Aim of the task: Do any lines in the data below contain "graph"? If so, copy every one of them.

** Opening Data shown block **

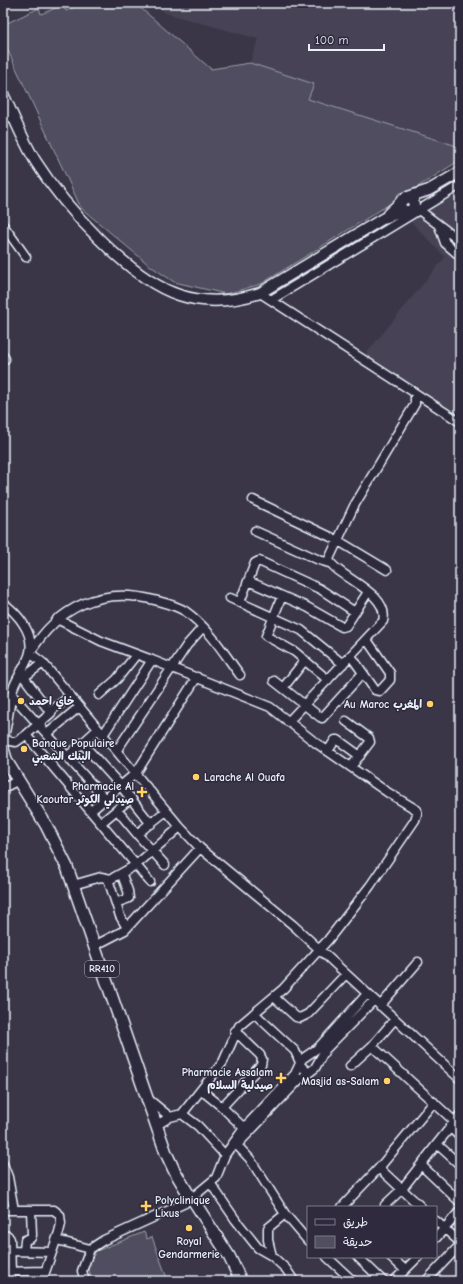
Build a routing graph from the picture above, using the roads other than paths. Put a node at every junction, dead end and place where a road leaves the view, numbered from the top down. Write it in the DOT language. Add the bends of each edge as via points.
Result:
graph roads {
  1 [pos="3,94"];
  2 [pos="13,115"];
  3 [pos="3,119"];
  4 [pos="460,172"];
  5 [pos="460,185"];
  6 [pos="410,205"];
  7 [pos="3,225"];
  8 [pos="439,226"];
  9 [pos="460,242"];
  10 [pos="460,256"];
  11 [pos="26,257"];
  12 [pos="260,293"];
  13 [pos="271,300"];
  14 [pos="415,394"];
  15 [pos="460,422"];
  16 [pos="253,500"];
  17 [pos="256,531"];
  18 [pos="337,540"];
  19 [pos="329,563"];
  20 [pos="387,570"];
  21 [pos="248,581"];
  22 [pos="368,592"];
  23 [pos="282,596"];
  24 [pos="230,598"];
  25 [pos="240,602"];
  26 [pos="3,603"];
  27 [pos="356,612"];
  28 [pos="273,617"];
  29 [pos="57,619"];
  30 [pos="203,628"];
  31 [pos="367,640"];
  32 [pos="30,653"];
  33 [pos="136,655"];
  34 [pos="351,656"];
  35 [pos="152,660"];
  36 [pos="305,660"];
  37 [pos="43,663"];
  38 [pos="343,664"];
  39 [pos="173,668"];
  40 [pos="363,673"];
  41 [pos="22,674"];
  42 [pos="240,675"];
  43 [pos="197,677"];
  44 [pos="328,680"];
  45 [pos="274,681"];
  46 [pos="283,688"];
  47 [pos="12,695"];
  48 [pos="99,695"];
  49 [pos="70,696"];
  50 [pos="304,704"];
  51 [pos="79,707"];
  52 [pos="51,711"];
  53 [pos="346,721"];
  54 [pos="288,722"];
  55 [pos="38,724"];
  56 [pos="101,732"];
  57 [pos="47,734"];
  58 [pos="26,735"];
  59 [pos="3,740"];
  60 [pos="82,743"];
  61 [pos="3,745"];
  62 [pos="3,750"];
  63 [pos="117,750"];
  64 [pos="328,751"];
  65 [pos="68,756"];
  66 [pos="360,756"];
  67 [pos="3,765"];
  68 [pos="351,767"];
  69 [pos="136,773"];
  70 [pos="15,782"];
  71 [pos="120,785"];
  72 [pos="3,788"];
  73 [pos="131,798"];
  74 [pos="105,799"];
  75 [pos="117,810"];
  76 [pos="91,811"];
  77 [pos="166,811"];
  78 [pos="101,823"];
  79 [pos="151,824"];
  80 [pos="180,827"];
  81 [pos="137,834"];
  82 [pos="200,848"];
  83 [pos="153,850"];
  84 [pos="136,865"];
  85 [pos="165,865"];
  86 [pos="122,875"];
  87 [pos="108,879"];
  88 [pos="150,882"];
  89 [pos="73,885"];
  90 [pos="116,903"];
  91 [pos="127,928"];
  92 [pos="94,946"];
  93 [pos="319,950"];
  94 [pos="418,962"];
  95 [pos="346,974"];
  96 [pos="368,994"];
  97 [pos="274,997"];
  98 [pos="377,1003"];
  99 [pos="254,1013"];
  100 [pos="394,1019"];
  101 [pos="235,1031"];
  102 [pos="372,1046"];
  103 [pos="295,1052"];
  104 [pos="307,1055"];
  105 [pos="300,1063"];
  106 [pos="316,1065"];
  107 [pos="350,1066"];
  108 [pos="309,1073"];
  109 [pos="460,1079"];
  110 [pos="201,1090"];
  111 [pos="147,1098"];
  112 [pos="434,1102"];
  113 [pos="222,1107"];
  114 [pos="182,1114"];
  115 [pos="170,1117"];
  116 [pos="455,1121"];
  117 [pos="157,1126"];
  118 [pos="244,1128"];
  119 [pos="460,1136"];
  120 [pos="437,1144"];
  121 [pos="231,1148"];
  122 [pos="3,1164"];
  123 [pos="420,1165"];
  124 [pos="460,1165"];
  125 [pos="379,1168"];
  126 [pos="211,1184"];
  127 [pos="402,1189"];
  128 [pos="189,1200"];
  129 [pos="460,1202"];
  130 [pos="343,1206"];
  131 [pos="385,1206"];
  132 [pos="420,1206"];
  133 [pos="3,1210"];
  134 [pos="14,1210"];
  135 [pos="31,1210"];
  136 [pos="460,1211"];
  137 [pos="285,1214"];
  138 [pos="437,1221"];
  139 [pos="445,1229"];
  140 [pos="3,1235"];
  141 [pos="437,1237"];
  142 [pos="57,1240"];
  143 [pos="307,1240"];
  144 [pos="460,1244"];
  145 [pos="90,1249"];
  146 [pos="11,1250"];
  147 [pos="24,1251"];
  148 [pos="52,1252"];
  149 [pos="272,1256"];
  150 [pos="328,1258"];
  151 [pos="359,1258"];
  152 [pos="392,1258"];
  153 [pos="417,1258"];
  154 [pos="405,1270"];
  155 [pos="45,1271"];
  156 [pos="7,1272"];
  157 [pos="82,1272"];
  158 [pos="42,1281"];
  159 [pos="78,1281"];
  160 [pos="85,1281"];
  161 [pos="235,1281"];
  162 [pos="241,1281"];
  163 [pos="294,1281"];
  164 [pos="353,1281"];
  165 [pos="383,1281"];
  166 [pos="394,1281"];
  167 [pos="426,1281"];
  1 -- 2 [label="main road"];
  2 -- 3 [label="street"];
  2 -- 12 [label="main road" via="36,161 66,204 126,263 144,277 170,292 189,298 232,300"];
  4 -- 6 [label="main road" via="429,190"];
  5 -- 6 [label="street"];
  6 -- 8 [label="street"];
  6 -- 12 [label="main road"];
  6 -- 13 [label="street"];
  7 -- 11 [label="street"];
  8 -- 9 [label="street"];
  8 -- 10 [label="street" via="445,243"];
  12 -- 13 [label="street"];
  13 -- 14 [label="street"];
  14 -- 15 [label="street"];
  14 -- 18 [label="street" via="415,404 354,506"];
  16 -- 18 [label="street"];
  17 -- 19 [label="street"];
  18 -- 19 [label="street"];
  18 -- 20 [label="street"];
  19 -- 22 [label="street"];
  21 -- 23 [label="street"];
  21 -- 25 [label="street"];
  21 -- 27 [label="street" via="255,562 260,561 320,589"];
  22 -- 27 [label="street"];
  22 -- 31 [label="street" via="382,608 384,616 380,626"];
  23 -- 27 [label="street" via="308,607 342,627 346,626"];
  23 -- 28 [label="street"];
  24 -- 25 [label="street"];
  25 -- 28 [label="street"];
  26 -- 32 [label="street" via="16,612 21,620 29,638"];
  28 -- 36 [label="street" via="266,634 267,638 289,648"];
  28 -- 38 [label="street" via="301,630"];
  29 -- 30 [label="street" via="87,602 114,597 140,597 177,606"];
  29 -- 32 [label="street" via="41,635"];
  29 -- 33 [label="street"];
  30 -- 39 [label="street" via="187,645"];
  30 -- 42 [label="street" via="224,651"];
  31 -- 34 [label="street"];
  31 -- 40 [label="street" via="389,671 390,678 377,692"];
  32 -- 37 [label="street"];
  32 -- 41 [label="street"];
  33 -- 35 [label="street"];
  33 -- 48 [label="street" via="117,679"];
  34 -- 38 [label="street"];
  34 -- 40 [label="street"];
  35 -- 39 [label="street"];
  35 -- 56 [label="street"];
  36 -- 44 [label="street"];
  36 -- 46 [label="street"];
  37 -- 41 [label="street"];
  37 -- 49 [label="street"];
  38 -- 44 [label="street"];
  39 -- 43 [label="street"];
  39 -- 63 [label="street"];
  40 -- 50 [label="street" via="322,718"];
  41 -- 47 [label="street"];
  41 -- 52 [label="street"];
  43 -- 54 [label="street" via="266,705"];
  43 -- 69 [label="street"];
  44 -- 50 [label="street"];
  45 -- 46 [label="street"];
  46 -- 50 [label="street"];
  47 -- 55 [label="street"];
  47 -- 59 [label="street"];
  49 -- 51 [label="street"];
  49 -- 52 [label="street"];
  50 -- 54 [label="street"];
  51 -- 56 [label="street"];
  51 -- 57 [label="street"];
  52 -- 55 [label="street"];
  53 -- 66 [label="street" via="369,738 370,742"];
  54 -- 64 [label="street"];
  55 -- 57 [label="street"];
  55 -- 58 [label="street"];
  56 -- 60 [label="street"];
  56 -- 63 [label="street"];
  57 -- 65 [label="street"];
  58 -- 59 [label="street" via="16,742"];
  58 -- 76 [label="street"];
  60 -- 65 [label="street"];
  60 -- 71 [label="street"];
  61 -- 62 [label="highway, RR410"];
  62 -- 89 [label="highway, RR410" via="57,844"];
  63 -- 69 [label="street"];
  64 -- 66 [label="street" via="335,740 338,740"];
  64 -- 68 [label="street"];
  65 -- 74 [label="street"];
  66 -- 68 [label="street"];
  67 -- 70 [label="highway, RR410"];
  68 -- 93 [label="street" via="417,810 418,814 370,886"];
  69 -- 71 [label="street"];
  69 -- 77 [label="street"];
  70 -- 72 [label="street"];
  70 -- 128 [label="highway, RR410" via="60,861 162,1155"];
  71 -- 73 [label="street"];
  71 -- 74 [label="street"];
  73 -- 75 [label="street"];
  73 -- 79 [label="street"];
  74 -- 76 [label="street"];
  75 -- 78 [label="street"];
  75 -- 81 [label="street"];
  76 -- 78 [label="street"];
  77 -- 79 [label="street"];
  77 -- 80 [label="street"];
  78 -- 84 [label="street"];
  79 -- 81 [label="street"];
  80 -- 82 [label="street"];
  80 -- 83 [label="street"];
  81 -- 83 [label="street"];
  82 -- 91 [label="street"];
  82 -- 93 [label="street" via="293,925"];
  83 -- 84 [label="street"];
  83 -- 85 [label="street"];
  84 -- 86 [label="street"];
  84 -- 88 [label="street"];
  86 -- 87 [label="street"];
  86 -- 90 [label="street" via="129,898"];
  87 -- 89 [label="street" via="101,877"];
  87 -- 90 [label="street"];
  89 -- 92 [label="highway, RR410"];
  90 -- 91 [label="street"];
  91 -- 92 [label="street"];
  92 -- 111 [label="highway, RR410"];
  93 -- 95 [label="street"];
  93 -- 97 [label="street"];
  94 -- 98 [label="street"];
  95 -- 96 [label="street"];
  95 -- 97 [label="street" via="308,1014 300,1018"];
  96 -- 98 [label="street"];
  96 -- 104 [label="street" via="318,1048"];
  97 -- 99 [label="street"];
  98 -- 100 [label="street"];
  98 -- 106 [label="street" via="325,1050"];
  99 -- 101 [label="street"];
  99 -- 103 [label="street"];
  100 -- 102 [label="street"];
  100 -- 109 [label="street"];
  101 -- 110 [label="street" via="228,1055"];
  101 -- 113 [label="street" via="263,1061"];
  102 -- 107 [label="street"];
  102 -- 112 [label="street"];
  103 -- 104 [label="street"];
  103 -- 105 [label="street"];
  104 -- 105 [label="street"];
  104 -- 106 [label="street"];
  105 -- 108 [label="street"];
  105 -- 118 [label="street" via="295,1074"];
  106 -- 108 [label="street"];
  108 -- 121 [label="street"];
  110 -- 113 [label="street"];
  110 -- 114 [label="street"];
  111 -- 115 [label="street"];
  111 -- 117 [label="highway, RR410"];
  112 -- 116 [label="street"];
  112 -- 125 [label="street"];
  113 -- 118 [label="street"];
  114 -- 115 [label="street"];
  114 -- 121 [label="street"];
  115 -- 117 [label="street"];
  116 -- 119 [label="street"];
  116 -- 120 [label="street"];
  117 -- 128 [label="highway, RR410"];
  118 -- 121 [label="street"];
  120 -- 123 [label="street"];
  120 -- 124 [label="street"];
  121 -- 126 [label="street"];
  121 -- 137 [label="street" via="250,1159"];
  122 -- 134 [label="street"];
  123 -- 127 [label="street"];
  123 -- 129 [label="street"];
  125 -- 127 [label="street"];
  125 -- 130 [label="street"];
  126 -- 128 [label="street"];
  126 -- 149 [label="street" via="258,1248"];
  127 -- 131 [label="street"];
  127 -- 132 [label="street"];
  128 -- 145 [label="street"];
  128 -- 161 [label="highway, RR410" via="220,1250"];
  128 -- 162 [label="highway, RR410" via="230,1256"];
  133 -- 134 [label="street"];
  134 -- 135 [label="street"];
  135 -- 142 [label="street" via="59,1212 61,1224"];
  135 -- 147 [label="street" via="32,1235 31,1238 24,1240"];
  136 -- 139 [label="street"];
  137 -- 143 [label="street"];
  137 -- 149 [label="street" via="268,1228"];
  138 -- 139 [label="street"];
  139 -- 141 [label="street"];
  139 -- 144 [label="street"];
  140 -- 146 [label="street" via="10,1238"];
  142 -- 145 [label="street"];
  142 -- 148 [label="street"];
  144 -- 167 [label="street"];
  145 -- 157 [label="street"];
  146 -- 147 [label="street"];
  146 -- 156 [label="street"];
  147 -- 148 [label="street"];
  148 -- 155 [label="street"];
  149 -- 163 [label="street" via="286,1268"];
  150 -- 164 [label="street"];
  151 -- 165 [label="street"];
  152 -- 154 [label="street"];
  153 -- 154 [label="street"];
  154 -- 166 [label="street"];
  155 -- 156 [label="street"];
  155 -- 158 [label="street"];
  157 -- 159 [label="street"];
  157 -- 160 [label="street"];
}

** Closing Data shown block **

Exercise answer:
Build a routing graph from the picture above, using the roads other than paths. Put a node at every junction, dead end and place where a road leaves the view, numbered from the top down. Write it in the DOT language. Add the bends of each edge as via points.
graph roads {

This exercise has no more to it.